One of the hurdles we have faced over the past couple years was a botched bookkeeping system switchover that resulted in the installer dying mid-way through the installation, creating a bookkeeping nightmare for us. Legal action commenced with the situation and still is not resolved. That event, along with some other things, caused great heartache and strain for our newspaper.
But though the trials and tribulations, we have remained strong in providing solid journalism for our readers. That’s why this year’s national awards come with even greater pride and joy for us. Outside forces tried to pull us down, but we didn’t allow them to snuff out our appetite for journalistic excellence.
The DCI captured two national awards for best photo essay and best breaking news coverage.
In February 2017, I had the privilege of covering a tribute to honor fallen Hayfield police chief Doug Claassen. While I never knew Claassen, I have been honored to get to know some of his family members. One of them is Kathy Claassen, Doug’s widow. She endured years of taking care of a husband with a life altering spinal cord injury.

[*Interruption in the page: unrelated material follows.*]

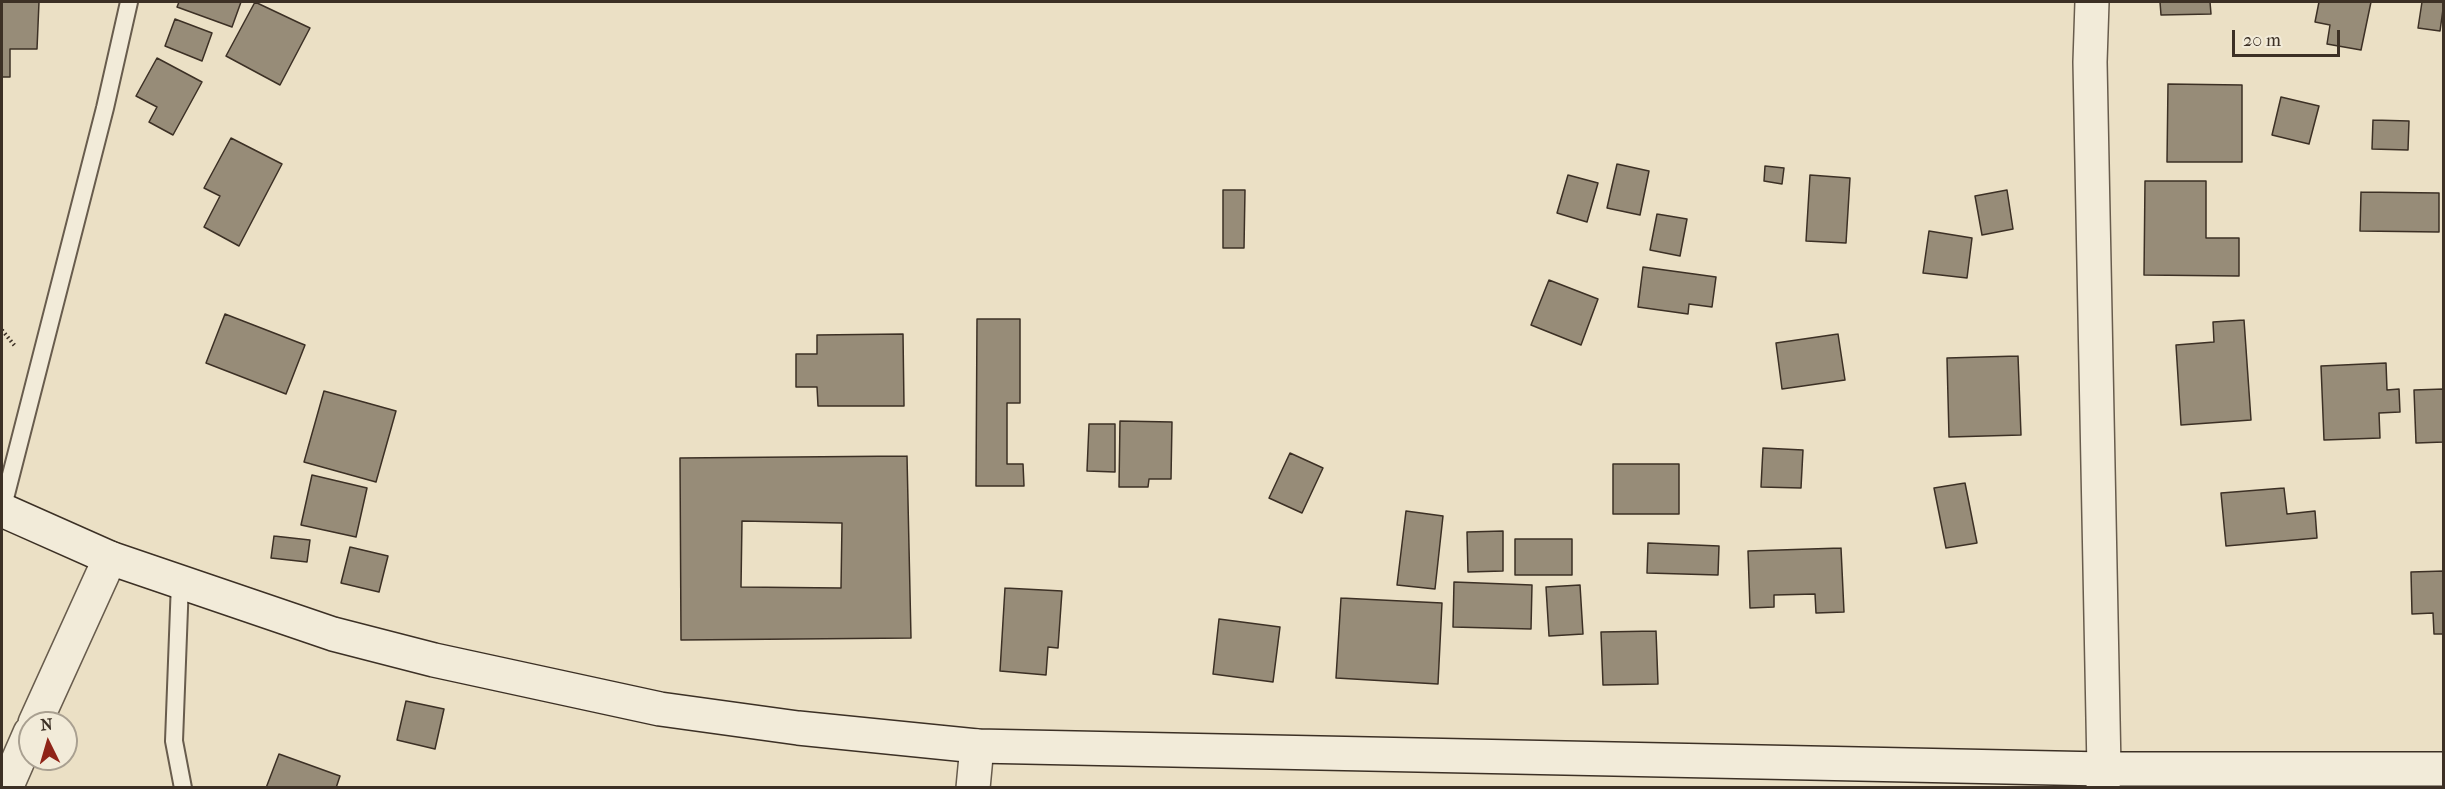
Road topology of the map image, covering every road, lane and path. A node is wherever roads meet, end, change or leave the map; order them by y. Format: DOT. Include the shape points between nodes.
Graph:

I recently ran into some family members who told me since the tribute was published in a Land of Dodge feature, Kathy has forever treasured the piece from our newspaper. She was even more thrilled to find out it had won a national award.
Another first place award was given out to our sister publication, the Steele County Times of Blooming Prairie. Though it was given to the Times, it could just as well have the DCI’s name on it because the special section featured as part of the award was also published in the DCI. The section published in August 2017 featured multiple stories about DWI victims, offenders, law enforcement personnel committed to DWI enforcement and other efforts to curb the age-old dilemma of motorists jumping behind the wheel after having one too many. This section culminated a year-long project in which we tackled the DWI problem.
Awards are certainly only a small measure of success, but they are certainly gratifying to receive from your peers in the business. Active community newspaper editors and publishers, as well as retired university journalism professors and retired or former newspaper professionals judge the contest each year.
From the time I took over the paper three years ago, I made the commitment that I would produce a quality newspaper that’s journalistically sound. During those years, we have achieved awards either on the state or national levels in nearly every possible major category. I hope readers take pride in the product we are producing each and every week. We may not always get everything right, but we are committed to doing the best possible job.
Awards or no awards, we remain committed to our readers. We will never lose the zest and zeal to go in hot pursuit of fulfilling that commitment.